Comparison of two molecular methods for tracing nosocomial transmission of Escherichia coli K1 in a neonatal unit.

Escherichia coli K1, a normal inhabitant of the human flora, is also an important cause of serious infections in newborns. We compared two molecular methods, ribotyping and arbitrarily primed polymerase chain reaction (AP-PCR), to study the apparent nosocomial transmission of an E. coli K1 clone in a nursery for premature neonates. Sixty-two E. coli K1 strains isolated from 41 premature neonates from December 1991 to June 1992 and six strains isolated from ambient sources were studied. Eight E. coli K1 strains isolated from infants in the nursery between 1989 and September 1991 were included as controls. The properties of the strains isolated between December 1991 and June 1992 were as follows: 43 belonged to ribotype I, 12 belonged to ribotype III, and the remaining 13 isolates were distributed among 10 ribotypes.
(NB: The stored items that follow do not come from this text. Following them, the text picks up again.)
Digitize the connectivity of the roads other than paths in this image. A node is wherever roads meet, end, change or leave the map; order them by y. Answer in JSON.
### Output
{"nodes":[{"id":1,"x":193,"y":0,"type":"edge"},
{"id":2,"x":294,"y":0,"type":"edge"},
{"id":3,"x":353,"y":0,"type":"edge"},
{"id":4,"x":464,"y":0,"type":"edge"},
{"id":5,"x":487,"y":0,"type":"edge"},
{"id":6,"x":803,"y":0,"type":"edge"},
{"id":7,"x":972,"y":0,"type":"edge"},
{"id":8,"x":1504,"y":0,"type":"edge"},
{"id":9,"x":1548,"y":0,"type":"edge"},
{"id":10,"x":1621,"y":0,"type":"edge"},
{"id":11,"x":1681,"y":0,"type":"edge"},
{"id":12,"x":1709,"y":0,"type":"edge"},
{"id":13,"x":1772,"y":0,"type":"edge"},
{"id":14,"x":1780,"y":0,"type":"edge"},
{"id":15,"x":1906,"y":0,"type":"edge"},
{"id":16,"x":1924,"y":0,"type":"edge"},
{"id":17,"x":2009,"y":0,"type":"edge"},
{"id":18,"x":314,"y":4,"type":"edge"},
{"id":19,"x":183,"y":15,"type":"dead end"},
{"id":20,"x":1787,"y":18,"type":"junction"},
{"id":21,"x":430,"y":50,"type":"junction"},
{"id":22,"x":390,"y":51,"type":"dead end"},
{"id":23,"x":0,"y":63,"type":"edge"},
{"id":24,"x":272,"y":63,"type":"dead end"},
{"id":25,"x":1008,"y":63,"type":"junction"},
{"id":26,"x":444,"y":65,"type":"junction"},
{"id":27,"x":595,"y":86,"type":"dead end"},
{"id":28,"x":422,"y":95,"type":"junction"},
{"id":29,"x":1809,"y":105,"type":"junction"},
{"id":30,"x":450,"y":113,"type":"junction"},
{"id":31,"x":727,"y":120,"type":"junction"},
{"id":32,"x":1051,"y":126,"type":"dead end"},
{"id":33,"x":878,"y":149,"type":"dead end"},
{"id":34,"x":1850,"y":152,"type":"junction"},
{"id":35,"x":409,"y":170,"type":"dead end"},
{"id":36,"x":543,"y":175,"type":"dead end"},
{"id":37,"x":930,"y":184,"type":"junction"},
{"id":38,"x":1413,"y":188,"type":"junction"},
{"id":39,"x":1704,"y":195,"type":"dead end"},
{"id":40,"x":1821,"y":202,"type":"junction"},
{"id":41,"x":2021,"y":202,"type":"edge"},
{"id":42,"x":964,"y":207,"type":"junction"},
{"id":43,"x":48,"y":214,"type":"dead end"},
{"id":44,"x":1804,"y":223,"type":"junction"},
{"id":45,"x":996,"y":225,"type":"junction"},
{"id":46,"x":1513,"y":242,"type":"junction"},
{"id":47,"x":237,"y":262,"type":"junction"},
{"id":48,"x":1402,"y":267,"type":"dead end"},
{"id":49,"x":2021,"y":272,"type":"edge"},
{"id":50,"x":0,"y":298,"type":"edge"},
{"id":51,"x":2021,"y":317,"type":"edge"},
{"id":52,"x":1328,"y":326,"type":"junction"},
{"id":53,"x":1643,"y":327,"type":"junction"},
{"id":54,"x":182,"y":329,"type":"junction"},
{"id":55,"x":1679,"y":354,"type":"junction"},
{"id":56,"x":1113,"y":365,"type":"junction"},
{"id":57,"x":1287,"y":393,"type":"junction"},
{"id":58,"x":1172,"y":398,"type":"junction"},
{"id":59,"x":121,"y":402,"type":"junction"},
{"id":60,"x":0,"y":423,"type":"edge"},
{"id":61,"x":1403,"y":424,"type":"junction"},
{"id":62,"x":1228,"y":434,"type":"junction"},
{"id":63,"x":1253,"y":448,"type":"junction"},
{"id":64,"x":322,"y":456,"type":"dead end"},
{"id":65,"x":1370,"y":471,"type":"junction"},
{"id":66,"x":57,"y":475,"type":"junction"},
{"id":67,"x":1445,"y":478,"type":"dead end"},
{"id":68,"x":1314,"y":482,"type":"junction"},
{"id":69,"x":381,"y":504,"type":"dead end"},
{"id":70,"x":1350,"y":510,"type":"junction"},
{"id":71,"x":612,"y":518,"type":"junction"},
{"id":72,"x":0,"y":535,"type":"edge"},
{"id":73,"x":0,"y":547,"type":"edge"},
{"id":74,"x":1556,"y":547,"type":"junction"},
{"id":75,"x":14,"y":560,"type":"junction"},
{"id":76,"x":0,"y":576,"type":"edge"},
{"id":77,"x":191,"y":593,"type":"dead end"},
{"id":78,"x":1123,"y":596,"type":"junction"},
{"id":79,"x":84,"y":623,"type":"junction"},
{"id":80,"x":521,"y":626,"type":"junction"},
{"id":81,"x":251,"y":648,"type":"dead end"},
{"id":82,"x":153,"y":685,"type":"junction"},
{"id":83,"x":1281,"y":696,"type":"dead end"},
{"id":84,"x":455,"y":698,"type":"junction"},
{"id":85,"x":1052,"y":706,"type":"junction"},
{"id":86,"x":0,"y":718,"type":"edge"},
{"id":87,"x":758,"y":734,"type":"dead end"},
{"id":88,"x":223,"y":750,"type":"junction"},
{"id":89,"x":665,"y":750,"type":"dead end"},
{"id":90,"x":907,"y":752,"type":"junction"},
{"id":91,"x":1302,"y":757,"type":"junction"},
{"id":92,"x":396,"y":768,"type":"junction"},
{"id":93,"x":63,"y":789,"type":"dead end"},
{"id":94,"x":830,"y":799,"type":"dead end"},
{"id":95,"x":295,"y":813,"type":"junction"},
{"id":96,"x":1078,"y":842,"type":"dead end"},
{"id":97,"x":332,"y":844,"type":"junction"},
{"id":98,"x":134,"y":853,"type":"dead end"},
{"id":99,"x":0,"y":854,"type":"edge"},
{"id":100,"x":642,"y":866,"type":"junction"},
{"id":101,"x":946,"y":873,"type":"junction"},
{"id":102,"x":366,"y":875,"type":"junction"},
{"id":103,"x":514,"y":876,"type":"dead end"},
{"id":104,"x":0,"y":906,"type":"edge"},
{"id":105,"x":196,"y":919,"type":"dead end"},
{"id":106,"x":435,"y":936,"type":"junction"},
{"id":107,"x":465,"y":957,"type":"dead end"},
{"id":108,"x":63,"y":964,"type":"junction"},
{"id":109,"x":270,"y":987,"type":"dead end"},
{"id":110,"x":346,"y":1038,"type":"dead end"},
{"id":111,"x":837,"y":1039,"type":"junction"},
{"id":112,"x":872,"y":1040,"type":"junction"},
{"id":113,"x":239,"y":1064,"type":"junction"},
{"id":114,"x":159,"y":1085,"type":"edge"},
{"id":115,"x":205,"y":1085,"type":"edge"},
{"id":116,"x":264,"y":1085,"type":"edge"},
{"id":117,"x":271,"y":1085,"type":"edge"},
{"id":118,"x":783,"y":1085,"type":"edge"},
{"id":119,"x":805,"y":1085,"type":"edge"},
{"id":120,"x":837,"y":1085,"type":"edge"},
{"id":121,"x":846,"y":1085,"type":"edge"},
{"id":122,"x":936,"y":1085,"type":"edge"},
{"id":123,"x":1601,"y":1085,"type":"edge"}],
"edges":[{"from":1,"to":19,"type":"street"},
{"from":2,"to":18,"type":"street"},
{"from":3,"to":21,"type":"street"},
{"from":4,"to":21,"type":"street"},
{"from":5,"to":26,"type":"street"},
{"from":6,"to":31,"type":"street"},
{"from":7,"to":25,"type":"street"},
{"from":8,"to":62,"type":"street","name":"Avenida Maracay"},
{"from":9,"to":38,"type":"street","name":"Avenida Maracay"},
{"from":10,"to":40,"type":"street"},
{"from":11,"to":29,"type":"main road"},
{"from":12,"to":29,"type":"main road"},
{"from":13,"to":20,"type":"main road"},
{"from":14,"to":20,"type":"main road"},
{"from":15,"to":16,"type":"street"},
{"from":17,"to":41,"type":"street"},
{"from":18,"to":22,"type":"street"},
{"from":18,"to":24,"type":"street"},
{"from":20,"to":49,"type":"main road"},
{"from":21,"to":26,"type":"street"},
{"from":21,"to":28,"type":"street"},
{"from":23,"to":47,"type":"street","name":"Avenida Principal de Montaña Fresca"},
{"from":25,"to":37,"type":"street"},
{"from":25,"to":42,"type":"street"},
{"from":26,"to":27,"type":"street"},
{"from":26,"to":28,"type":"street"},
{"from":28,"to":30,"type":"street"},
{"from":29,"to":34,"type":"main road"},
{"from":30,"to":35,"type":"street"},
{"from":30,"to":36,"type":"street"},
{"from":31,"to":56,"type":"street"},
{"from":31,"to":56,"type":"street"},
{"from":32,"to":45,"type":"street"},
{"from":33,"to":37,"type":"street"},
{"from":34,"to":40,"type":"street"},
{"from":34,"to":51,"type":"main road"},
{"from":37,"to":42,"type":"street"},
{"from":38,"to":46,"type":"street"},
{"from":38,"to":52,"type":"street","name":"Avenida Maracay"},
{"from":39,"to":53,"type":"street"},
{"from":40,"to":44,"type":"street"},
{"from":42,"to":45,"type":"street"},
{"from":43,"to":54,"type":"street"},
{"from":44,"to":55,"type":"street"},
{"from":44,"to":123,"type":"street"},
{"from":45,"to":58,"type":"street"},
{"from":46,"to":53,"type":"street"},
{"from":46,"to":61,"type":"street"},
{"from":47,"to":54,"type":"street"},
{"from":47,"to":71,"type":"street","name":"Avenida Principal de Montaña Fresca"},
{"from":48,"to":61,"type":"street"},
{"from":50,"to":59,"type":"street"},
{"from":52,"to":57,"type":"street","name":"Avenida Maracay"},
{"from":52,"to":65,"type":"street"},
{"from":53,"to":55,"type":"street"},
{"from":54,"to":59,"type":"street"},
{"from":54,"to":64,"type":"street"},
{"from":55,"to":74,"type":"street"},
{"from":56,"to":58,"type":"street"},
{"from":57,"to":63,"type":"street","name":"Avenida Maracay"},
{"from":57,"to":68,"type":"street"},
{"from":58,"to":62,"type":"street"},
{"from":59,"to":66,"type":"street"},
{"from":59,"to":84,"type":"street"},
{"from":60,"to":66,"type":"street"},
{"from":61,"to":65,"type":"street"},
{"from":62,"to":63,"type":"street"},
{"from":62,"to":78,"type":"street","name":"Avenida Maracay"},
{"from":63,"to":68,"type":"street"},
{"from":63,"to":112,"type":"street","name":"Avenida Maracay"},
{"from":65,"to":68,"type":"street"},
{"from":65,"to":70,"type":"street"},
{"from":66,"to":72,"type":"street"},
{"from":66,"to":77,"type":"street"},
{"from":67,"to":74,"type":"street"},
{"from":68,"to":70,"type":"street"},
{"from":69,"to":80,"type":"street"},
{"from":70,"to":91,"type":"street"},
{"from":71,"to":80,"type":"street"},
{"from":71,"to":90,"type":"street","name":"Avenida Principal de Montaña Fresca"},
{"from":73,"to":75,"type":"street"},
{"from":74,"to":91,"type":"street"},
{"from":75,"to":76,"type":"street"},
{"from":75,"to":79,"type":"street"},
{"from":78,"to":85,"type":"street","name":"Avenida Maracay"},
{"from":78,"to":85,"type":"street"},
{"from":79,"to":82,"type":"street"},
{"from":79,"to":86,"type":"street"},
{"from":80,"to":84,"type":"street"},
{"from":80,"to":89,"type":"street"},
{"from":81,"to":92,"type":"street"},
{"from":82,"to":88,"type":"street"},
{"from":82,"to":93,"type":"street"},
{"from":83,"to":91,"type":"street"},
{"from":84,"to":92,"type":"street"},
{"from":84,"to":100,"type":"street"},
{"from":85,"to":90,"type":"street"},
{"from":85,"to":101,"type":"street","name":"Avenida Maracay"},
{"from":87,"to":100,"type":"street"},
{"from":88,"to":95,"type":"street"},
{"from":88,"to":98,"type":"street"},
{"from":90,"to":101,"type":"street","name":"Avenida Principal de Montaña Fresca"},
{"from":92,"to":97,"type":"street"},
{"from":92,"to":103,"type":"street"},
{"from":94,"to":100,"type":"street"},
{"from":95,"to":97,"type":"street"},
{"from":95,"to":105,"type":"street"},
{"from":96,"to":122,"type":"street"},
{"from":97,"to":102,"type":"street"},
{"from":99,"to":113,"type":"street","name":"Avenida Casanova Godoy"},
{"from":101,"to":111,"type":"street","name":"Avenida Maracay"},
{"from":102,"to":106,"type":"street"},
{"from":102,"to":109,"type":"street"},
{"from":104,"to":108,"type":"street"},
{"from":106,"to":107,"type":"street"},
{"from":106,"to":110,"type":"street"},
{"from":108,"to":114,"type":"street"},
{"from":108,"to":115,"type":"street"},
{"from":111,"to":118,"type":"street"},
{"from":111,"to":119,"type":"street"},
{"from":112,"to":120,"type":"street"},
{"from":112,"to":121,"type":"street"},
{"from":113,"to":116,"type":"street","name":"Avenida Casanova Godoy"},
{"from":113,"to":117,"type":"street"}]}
The eight control strains belonged to seven different ribotypes, but none was ribotype I. Between December 1991 and February 1992, the majority of strains from premature infants colonized with E. coli K1 were of ribotype I. Isolates from the ventilation system and from a storage shelf were also of ribotype I. When DNA from 56 selected strains was tested by AP-PCR by using the 5'-TTGTAAAACGACGGCCAG-3' oligonucleotide, 15 different profiles were obtained. Twenty-five of 56 strains were of ribotype I and had identical profiles by AP-PCR. Strains with ribotypes VI, VII, and X to XV had different profiles by AP-PCR. We conclude that ribotyping and AP-PCR correlate well and permit demonstration of the nosocomial dissemination of E. coli K1 in a unit for premature neonates.